What the task asks = Every line below that holds the string "options" should be copied out.

****************

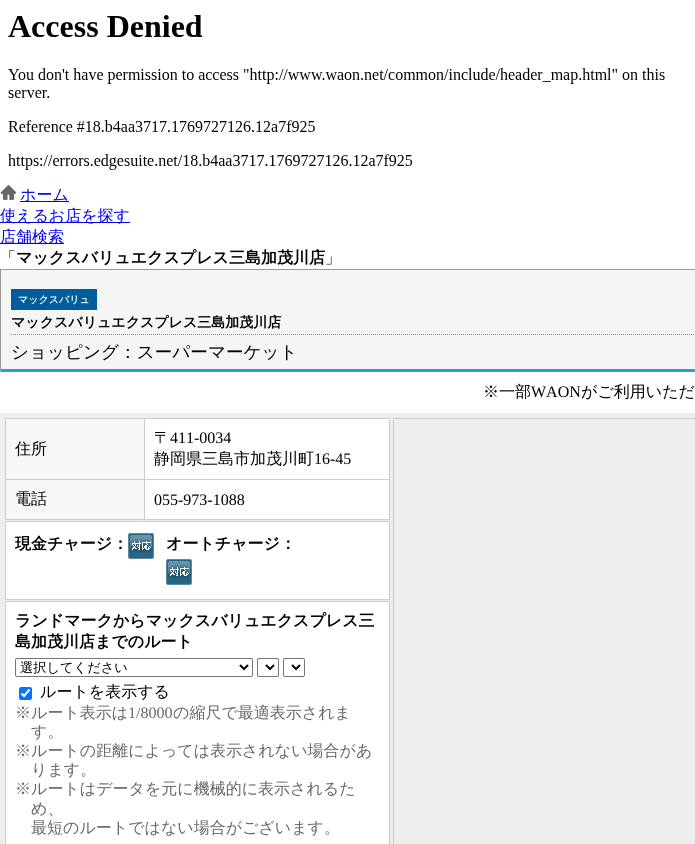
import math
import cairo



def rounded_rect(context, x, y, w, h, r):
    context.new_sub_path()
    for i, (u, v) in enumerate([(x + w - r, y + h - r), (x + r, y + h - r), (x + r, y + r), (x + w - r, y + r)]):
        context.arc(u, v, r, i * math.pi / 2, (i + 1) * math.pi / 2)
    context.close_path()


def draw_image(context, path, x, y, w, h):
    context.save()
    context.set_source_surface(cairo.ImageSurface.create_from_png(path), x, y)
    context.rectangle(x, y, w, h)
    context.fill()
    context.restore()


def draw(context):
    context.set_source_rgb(1, 1, 1)
    context.paint()
    draw_image(context, "images/1.png", 8, 15, 657, 155)
    draw_image(context, "images/2.png", 0, 185, 16, 15)
    context.set_source_rgb(0, 0, 238 / 255)
    context.rectangle(20, 201, 49, 1)
    context.fill()
    context.rectangle(0, 222, 130, 1)
    context.fill()
    context.rectangle(0, 243, 64, 1)
    context.fill()
    context.set_source_rgb(245 / 255, 245 / 255, 245 / 255)
    context.rectangle(0, 284, 695, 88)
    context.fill()
    draw_image(context, "images/3.png", 0, 269, 695, 15)
    context.set_source_rgb(33 / 255, 162 / 255, 221 / 255)
    context.new_path()
    context.move_to(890, 372)
    context.line_to(0, 372)
    context.line_to(1, 369)
    context.line_to(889, 369)
    context.close_path()
    context.fill()
    context.set_source_rgb(153 / 255, 153 / 255, 153 / 255)
    context.new_path()
    context.move_to(0, 372)
    context.line_to(0, 284)
    context.line_to(1, 284)
    context.line_to(1, 369)
    context.close_path()
    context.fill()
    draw_image(context, "images/4.png", 11, 334, 684, 1)
    context.set_source_rgb(0, 93 / 255, 155 / 255)
    context.rectangle(11, 289, 86, 21)
    context.fill()
    context.set_source_rgb(238 / 255, 238 / 255, 238 / 255)
    context.rectangle(0, 413, 695, 431)
    context.fill()
    context.set_source_rgb(1, 1, 1)
    context.rectangle(145, 419, 244, 100)
    context.fill()
    context.set_source_rgb(204 / 255, 204 / 255, 204 / 255)
    context.rectangle(5, 418, 385, 1)
    context.fill()
    context.rectangle(389, 418, 1, 102)
    context.fill()
    context.set_source_rgb(247 / 255, 247 / 255, 247 / 255)
    context.rectangle(6, 419, 138, 60)
    context.fill()
    context.set_source_rgb(204 / 255, 204 / 255, 204 / 255)
    context.rectangle(144, 519, 246, 1)
    context.fill()
    context.rectangle(144, 479, 1, 41)
    context.fill()
    context.rectangle(144, 479, 246, 1)
    context.fill()
    context.rectangle(144, 418, 1, 62)
    context.fill()
    context.rectangle(5, 519, 140, 1)
    context.fill()
    context.rectangle(5, 479, 1, 41)
    context.fill()
    context.rectangle(5, 479, 140, 1)
    context.fill()
    context.rectangle(5, 418, 1, 62)
    context.fill()
    context.set_source_rgb(247 / 255, 247 / 255, 247 / 255)
    context.rectangle(6, 480, 138, 39)
    context.fill()
    context.rectangle(5.5, 521.5, 384, 78)
    context.set_source_rgb(204 / 255, 204 / 255, 204 / 255)
    context.set_line_width(1)
    context.stroke()
    context.set_source_rgb(1, 1, 1)
    context.rectangle(6, 522, 383, 77)
    context.fill()
    draw_image(context, "images/5.png", 128, 533, 26, 26)
    draw_image(context, "images/5.png", 166, 559, 26, 26)
    context.rectangle(5.5, 601.5, 384, 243)
    context.fill_preserve()
    context.set_source_rgb(204 / 255, 204 / 255, 204 / 255)
    context.stroke()
    rounded_rect(context, 15.5, 658.5, 237, 18, 1.5)
    context.set_source_rgb(118 / 255, 118 / 255, 118 / 255)
    context.stroke()
    context.new_path()
    context.move_to(240, 665)
    context.line_to(244, 669)
    context.line_to(248, 665)
    context.set_source_rgb(0, 0, 0)
    context.set_line_width(2)
    context.stroke()
    rounded_rect(context, 257.5, 658.5, 21, 18, 1.5)
    context.set_source_rgb(118 / 255, 118 / 255, 118 / 255)
    context.set_line_width(1)
    context.stroke()
    context.new_path()
    context.move_to(266, 665)
    context.line_to(270, 669)
    context.line_to(274, 665)
    context.set_source_rgb(0, 0, 0)
    context.set_line_width(2)
    context.stroke()
    rounded_rect(context, 283.5, 658.5, 21, 18, 1.5)
    context.set_source_rgb(118 / 255, 118 / 255, 118 / 255)
    context.set_line_width(1)
    context.stroke()
    context.new_path()
    context.move_to(292, 665)
    context.line_to(296, 669)
    context.line_to(300, 665)
    context.set_source_rgb(0, 0, 0)
    context.set_line_width(2)
    context.stroke()
    context.set_source_rgb(0, 117 / 255, 1)
    rounded_rect(context, 19, 687, 13, 13, 2)
    context.fill()
    context.new_path()
    context.move_to(21.5, 693.5)
    context.line_to(24, 696)
    context.line_to(29.5, 689.5)
    context.set_source_rgb(1, 1, 1)
    context.set_line_width(2.1)
    context.stroke()
    context.rectangle(393.5, 418.5, 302, 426)
    context.set_source_rgb(204 / 255, 204 / 255, 204 / 255)
    context.set_line_width(1)
    context.stroke()
    context.select_font_face("WenQuanYi Zen Hei Medium")
    context.set_font_size(16)
    context.set_source_rgb(0, 0, 238 / 255)
    context.move_to(20, 200)
    context.show_text("ホーム")
    context.move_to(0, 221)
    context.show_text("使えるお店を探す")
    context.move_to(0, 242)
    context.show_text("店舗検索")
    context.set_source_rgb(0, 0, 0)
    context.move_to(0, 263)
    context.show_text("「")
    context.select_font_face("WenQuanYi Zen Hei", cairo.FontSlant.NORMAL, cairo.FontWeight.BOLD)
    context.move_to(16, 263)
    context.show_text("マックスバリュエクスプレス三島加茂川店")
    context.select_font_face("WenQuanYi Zen Hei Medium")
    context.move_to(325, 263)
    context.show_text("」")
    context.select_font_face("WenQuanYi Zen Hei", cairo.FontSlant.NORMAL, cairo.FontWeight.BOLD)
    context.set_font_size(10)
    context.set_source_rgb(1, 1, 1)
    context.move_to(18, 303)
    context.show_text("マックスバリュ")
    context.set_font_size(14)
    context.set_source_rgb(0, 0, 0)
    context.move_to(11, 327)
    context.show_text("マックスバリュエクスプレス三島加茂川店")
    context.select_font_face("WenQuanYi Zen Hei Medium")
    context.set_font_size(17.6)
    context.move_to(11, 358)
    context.show_text("ショッピング：スーパーマーケット")
    context.set_font_size(16)
    context.move_to(483, 397)
    context.show_text("※一部")
    context.select_font_face("Liberation Serif")
    context.move_to(531, 397)
    context.show_text("WAON")
    context.select_font_face("WenQuanYi Zen Hei Medium")
    context.move_to(581, 397)
    context.show_text("がご利用いただ")
    context.move_to(15, 454)
    context.show_text("住所")
    context.move_to(154, 443)
    context.show_text("〒")
    context.select_font_face("Liberation Serif")
    context.move_to(170, 443)
    context.show_text("411-0034")
    context.select_font_face("WenQuanYi Zen Hei Medium")
    context.move_to(154, 464)
    context.show_text("静岡県三島市加茂川町")
    context.select_font_face("Liberation Serif")
    context.move_to(314, 464)
    context.show_text("16-45")
    context.select_font_face("WenQuanYi Zen Hei Medium")
    context.move_to(15, 504)
    context.show_text("電話")
    context.select_font_face("Liberation Serif")
    context.move_to(154, 505)
    context.show_text("055-973-1088")
    context.select_font_face("WenQuanYi Zen Hei", cairo.FontSlant.NORMAL, cairo.FontWeight.BOLD)
    context.move_to(15, 549)
    context.show_text("現金チャージ：")
    context.move_to(166, 549)
    context.show_text("オートチャージ：")
    context.move_to(15, 626)
    context.show_text("ランドマークからマックスバリュエクスプレス三")
    context.move_to(15, 647)
    context.show_text("島加茂川店までのルート")
    context.select_font_face("WenQuanYi Zen Hei Medium")
    context.set_font_size(13.25)
    context.move_to(20, 672)
    context.show_text("選択してください")
    context.set_font_size(16)
    context.move_to(40, 697)
    context.show_text("ルートを表示する")
    context.set_source_rgb(102 / 255, 102 / 255, 102 / 255)
    context.move_to(15, 718)
    context.show_text("※ルート表示は")
    context.select_font_face("Liberation Serif")
    context.move_to(128, 718)
    context.show_text("1/8000")
    context.select_font_face("WenQuanYi Zen Hei Medium")
    context.move_to(173, 718)
    context.show_text("の縮尺で最適表示されま")
    context.move_to(31, 737)
    context.show_text("す。")
    context.move_to(15, 756)
    context.show_text("※ルートの距離によっては表示されない場合があ")
    context.move_to(31, 775)
    context.show_text("ります。")
    context.move_to(15, 794)
    context.show_text("※ルートはデータを元に機械的に表示されるた")
    context.move_to(31, 814)
    context.show_text("め、")
    context.move_to(31, 833)
    context.show_text("最短のルートではない場合がございます。")


surface = cairo.ImageSurface(cairo.Format.RGB24, 695, 844)
context = cairo.Context(surface)
options = cairo.FontOptions()
options.set_hint_metrics(cairo.HintMetrics.OFF)
options.set_hint_style(cairo.HintStyle.NONE)
context.set_font_options(options)
context.set_miter_limit(4)
draw(context)
surface.write_to_png("out.png")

****************

Result for this task =
options = cairo.FontOptions()
options.set_hint_metrics(cairo.HintMetrics.OFF)
options.set_hint_style(cairo.HintStyle.NONE)
context.set_font_options(options)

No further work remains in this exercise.